A mother has died of severe malnutrition as she carried a fetus lodged in her abdomen for nine years, a rare phenomenon called a lithopedion.
- A 50-year-old woman died of severe malnutrition because she had been carrying a 9-year-old calcified fetus in her womb.
- This is a lithopedion, an ectopic pregnancy where the fetus dies.
- The lithopedion is a very rare phenomenon, which has only been identified 290 times in the scientific literature.
In New York, USA, a 50-year-old woman died of acute malnutrition. The reason is that she had been carrying a calcified fetus in her womb for nine years. This case was reported in the journal BMC Women’s Health.

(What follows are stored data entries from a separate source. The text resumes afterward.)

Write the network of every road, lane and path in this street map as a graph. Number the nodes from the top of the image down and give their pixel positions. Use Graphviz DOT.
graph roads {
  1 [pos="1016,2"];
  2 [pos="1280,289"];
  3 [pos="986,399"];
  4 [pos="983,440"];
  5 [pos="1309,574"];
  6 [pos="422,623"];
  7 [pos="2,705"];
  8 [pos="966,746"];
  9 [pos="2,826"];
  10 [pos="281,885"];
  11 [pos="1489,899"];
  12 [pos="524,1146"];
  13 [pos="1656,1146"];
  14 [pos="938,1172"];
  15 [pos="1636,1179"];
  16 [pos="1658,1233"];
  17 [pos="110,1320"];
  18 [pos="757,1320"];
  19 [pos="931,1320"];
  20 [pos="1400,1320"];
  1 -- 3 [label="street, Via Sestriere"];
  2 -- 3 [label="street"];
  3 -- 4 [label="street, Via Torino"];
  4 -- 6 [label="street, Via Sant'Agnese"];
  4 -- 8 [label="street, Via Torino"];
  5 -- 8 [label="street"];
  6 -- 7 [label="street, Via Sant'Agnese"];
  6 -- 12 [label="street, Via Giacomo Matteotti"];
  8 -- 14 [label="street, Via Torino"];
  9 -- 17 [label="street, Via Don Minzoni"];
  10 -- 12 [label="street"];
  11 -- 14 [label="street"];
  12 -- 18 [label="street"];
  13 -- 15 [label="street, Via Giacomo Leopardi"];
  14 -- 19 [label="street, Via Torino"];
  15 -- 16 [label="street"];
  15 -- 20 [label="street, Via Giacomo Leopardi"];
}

Lithopedion: a calcified fetus from an ectopic pregnancy
This phenomenon is called lithopedion: an ectopic pregnancy, that is to say, which develops outside the uterus, often in the abdominal cavity. However, in this woman’s case, doctors were unable to determine where in the body the pregnancy had taken place. But, regardless of the area, when there is lithopedion, the fetus does not have the necessary blood supply to develop normally, so it dies and calcifies because it cannot be expelled.
The mother-of-eight, from Congo, consulted doctors in New York because she was suffering from stomach cramps, indigestion and gurgling after meals. Analyzes revealed the presence of a calcified fetus. It would have died after 28 weeks, while the mother carried it for nine years.
The woman believed she was hit by a spell
Doctors offered the patient treatment and surgery, but she reportedly refused because she believed her condition was linked to a spell someone had cast on her in Africa. “She died of severe malnutrition against the background of recurrent bowel obstruction due to lithopedion”, explains Dr. Waseem Sous, who followed the patient, questioned by the DailyMail.
To fully understand this case, we must go back to the beginning of this woman’s pregnancy. At the time, she had already had eight children. During her ninth pregnancy, she was in Tanzania. When she no longer felt her baby move, she went to see local doctors.
They told her they weren’t detecting the baby’s heartbeat and that she should try to see if the fetus, which was obviously dead, was departing naturally from her body. After two weeks, as nothing had happened, she went back to consult. But new medical professionals accused her of wanting to kill her baby. So she gave up treatment, which led to this situation.
Lithopedion is a rare phenomenon, which has only been recorded 290 times in the scientific literature, including the first case in France in 1582. When a woman is carrying a calcified fetus, death can also be caused by a cardiac arrest or an infection caused by a weakened immune system.